## Task goal
Pull out every line of the listing below where "then" appears.

Records provided section start

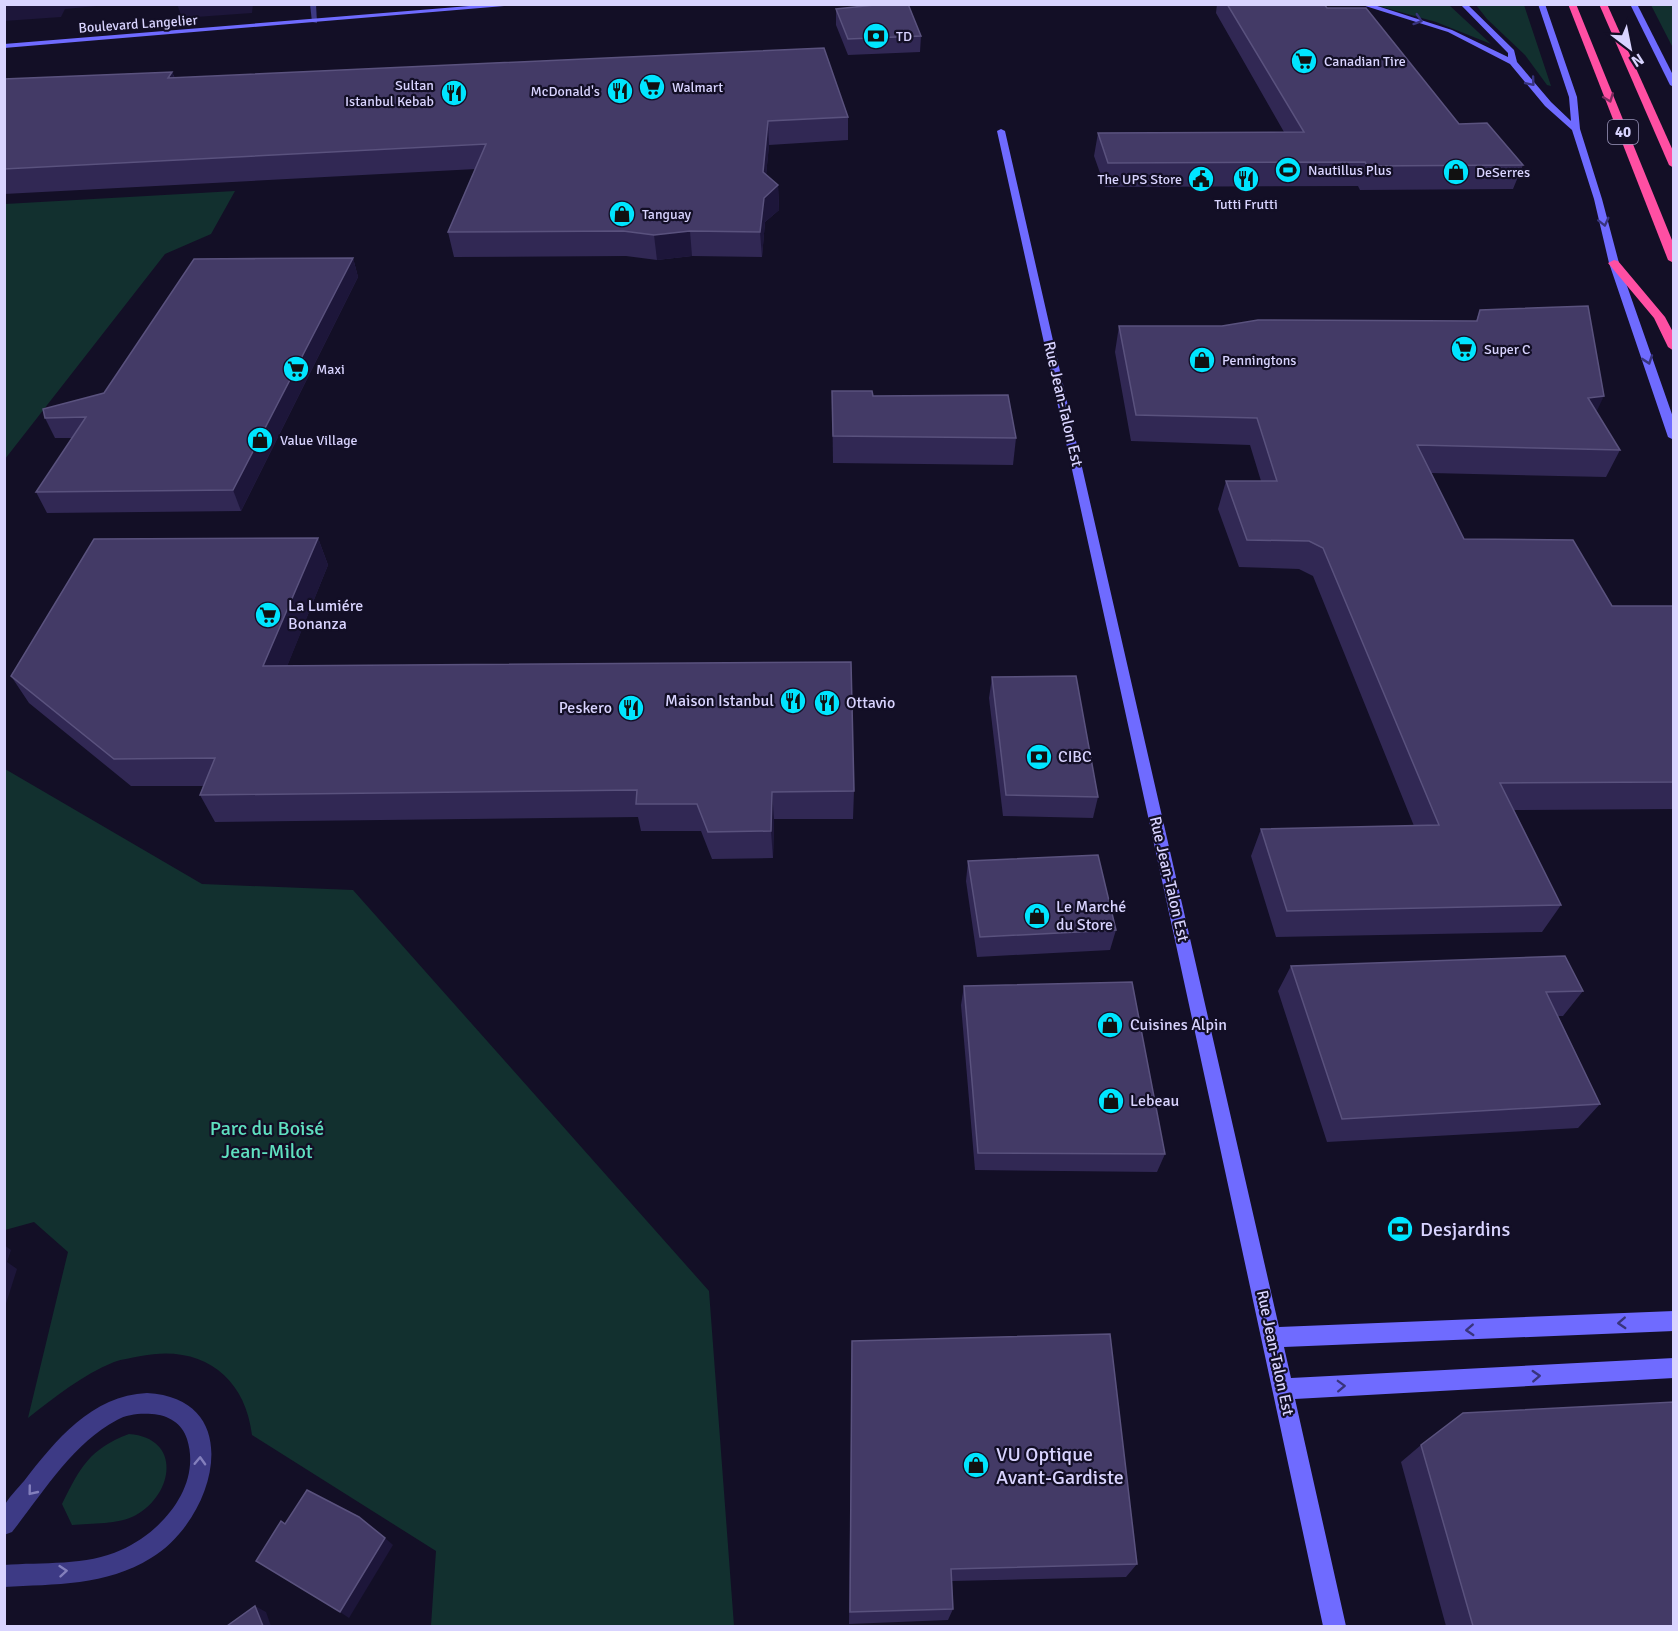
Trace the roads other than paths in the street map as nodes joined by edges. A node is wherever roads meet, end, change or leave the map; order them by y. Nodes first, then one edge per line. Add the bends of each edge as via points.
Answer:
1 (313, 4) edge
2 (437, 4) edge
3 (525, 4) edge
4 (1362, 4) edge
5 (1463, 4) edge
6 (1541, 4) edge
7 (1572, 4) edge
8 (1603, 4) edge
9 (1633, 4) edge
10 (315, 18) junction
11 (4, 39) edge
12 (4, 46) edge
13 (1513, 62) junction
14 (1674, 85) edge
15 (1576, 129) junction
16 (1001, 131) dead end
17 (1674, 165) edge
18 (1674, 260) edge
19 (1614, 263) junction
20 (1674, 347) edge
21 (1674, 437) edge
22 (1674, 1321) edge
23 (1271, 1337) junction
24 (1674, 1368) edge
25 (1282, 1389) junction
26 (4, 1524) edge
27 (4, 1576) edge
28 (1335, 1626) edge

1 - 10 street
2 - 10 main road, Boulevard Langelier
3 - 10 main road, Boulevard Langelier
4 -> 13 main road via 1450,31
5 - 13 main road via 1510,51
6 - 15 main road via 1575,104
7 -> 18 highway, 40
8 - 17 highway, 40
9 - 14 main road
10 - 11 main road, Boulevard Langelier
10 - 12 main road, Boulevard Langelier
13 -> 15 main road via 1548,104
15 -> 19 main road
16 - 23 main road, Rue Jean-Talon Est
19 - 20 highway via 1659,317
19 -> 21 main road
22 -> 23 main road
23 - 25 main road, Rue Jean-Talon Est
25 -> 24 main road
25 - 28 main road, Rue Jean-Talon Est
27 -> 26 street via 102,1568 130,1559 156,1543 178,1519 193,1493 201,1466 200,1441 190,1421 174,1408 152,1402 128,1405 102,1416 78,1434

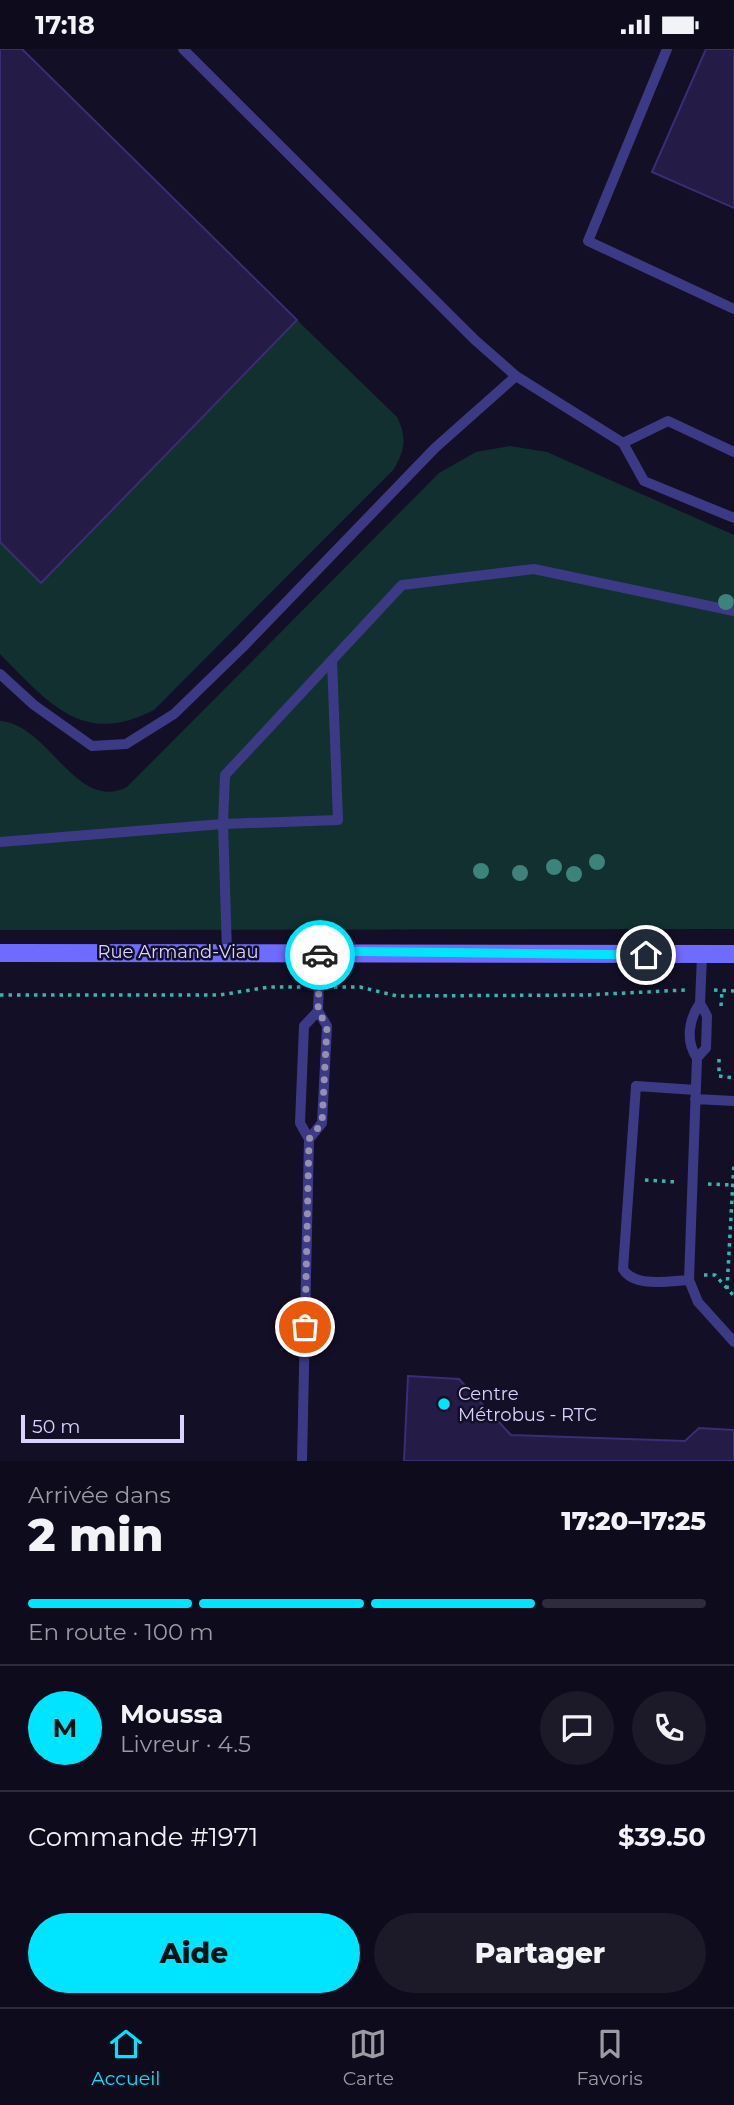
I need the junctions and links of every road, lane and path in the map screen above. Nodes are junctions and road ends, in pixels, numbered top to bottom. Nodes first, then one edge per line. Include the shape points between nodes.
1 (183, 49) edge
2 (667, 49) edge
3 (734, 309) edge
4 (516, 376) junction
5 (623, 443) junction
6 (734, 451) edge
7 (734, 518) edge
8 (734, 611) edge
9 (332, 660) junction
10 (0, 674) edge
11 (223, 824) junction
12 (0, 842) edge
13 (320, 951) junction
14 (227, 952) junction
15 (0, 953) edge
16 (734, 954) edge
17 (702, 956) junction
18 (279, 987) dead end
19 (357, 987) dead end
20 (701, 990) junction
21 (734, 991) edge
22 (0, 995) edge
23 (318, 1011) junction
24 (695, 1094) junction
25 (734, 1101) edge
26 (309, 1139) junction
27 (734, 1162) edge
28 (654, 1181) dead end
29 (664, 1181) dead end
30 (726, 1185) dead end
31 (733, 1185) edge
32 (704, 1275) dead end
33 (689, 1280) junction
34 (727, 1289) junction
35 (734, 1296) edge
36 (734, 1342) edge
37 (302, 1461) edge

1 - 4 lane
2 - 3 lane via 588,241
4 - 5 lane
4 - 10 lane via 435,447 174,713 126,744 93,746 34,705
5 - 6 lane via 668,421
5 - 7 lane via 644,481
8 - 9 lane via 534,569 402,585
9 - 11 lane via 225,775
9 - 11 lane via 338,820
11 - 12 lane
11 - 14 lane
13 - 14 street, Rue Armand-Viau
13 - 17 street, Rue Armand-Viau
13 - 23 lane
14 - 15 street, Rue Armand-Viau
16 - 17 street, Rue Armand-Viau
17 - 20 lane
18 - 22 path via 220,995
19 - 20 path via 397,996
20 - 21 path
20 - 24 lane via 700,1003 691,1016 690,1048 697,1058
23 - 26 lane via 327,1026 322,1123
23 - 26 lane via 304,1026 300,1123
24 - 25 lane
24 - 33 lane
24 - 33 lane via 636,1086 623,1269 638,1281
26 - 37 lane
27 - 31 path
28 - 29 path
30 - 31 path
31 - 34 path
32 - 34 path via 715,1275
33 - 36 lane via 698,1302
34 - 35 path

Records provided section end

## Answer area
Trace the roads other than paths in the street map as nodes joined by edges. A node is wherever roads meet, end, change or leave the map; order them by y. Nodes first, then one edge per line. Add the bends of each edge as via points.
I need the junctions and links of every road, lane and path in the map screen above. Nodes are junctions and road ends, in pixels, numbered top to bottom. Nodes first, then one edge per line. Include the shape points between nodes.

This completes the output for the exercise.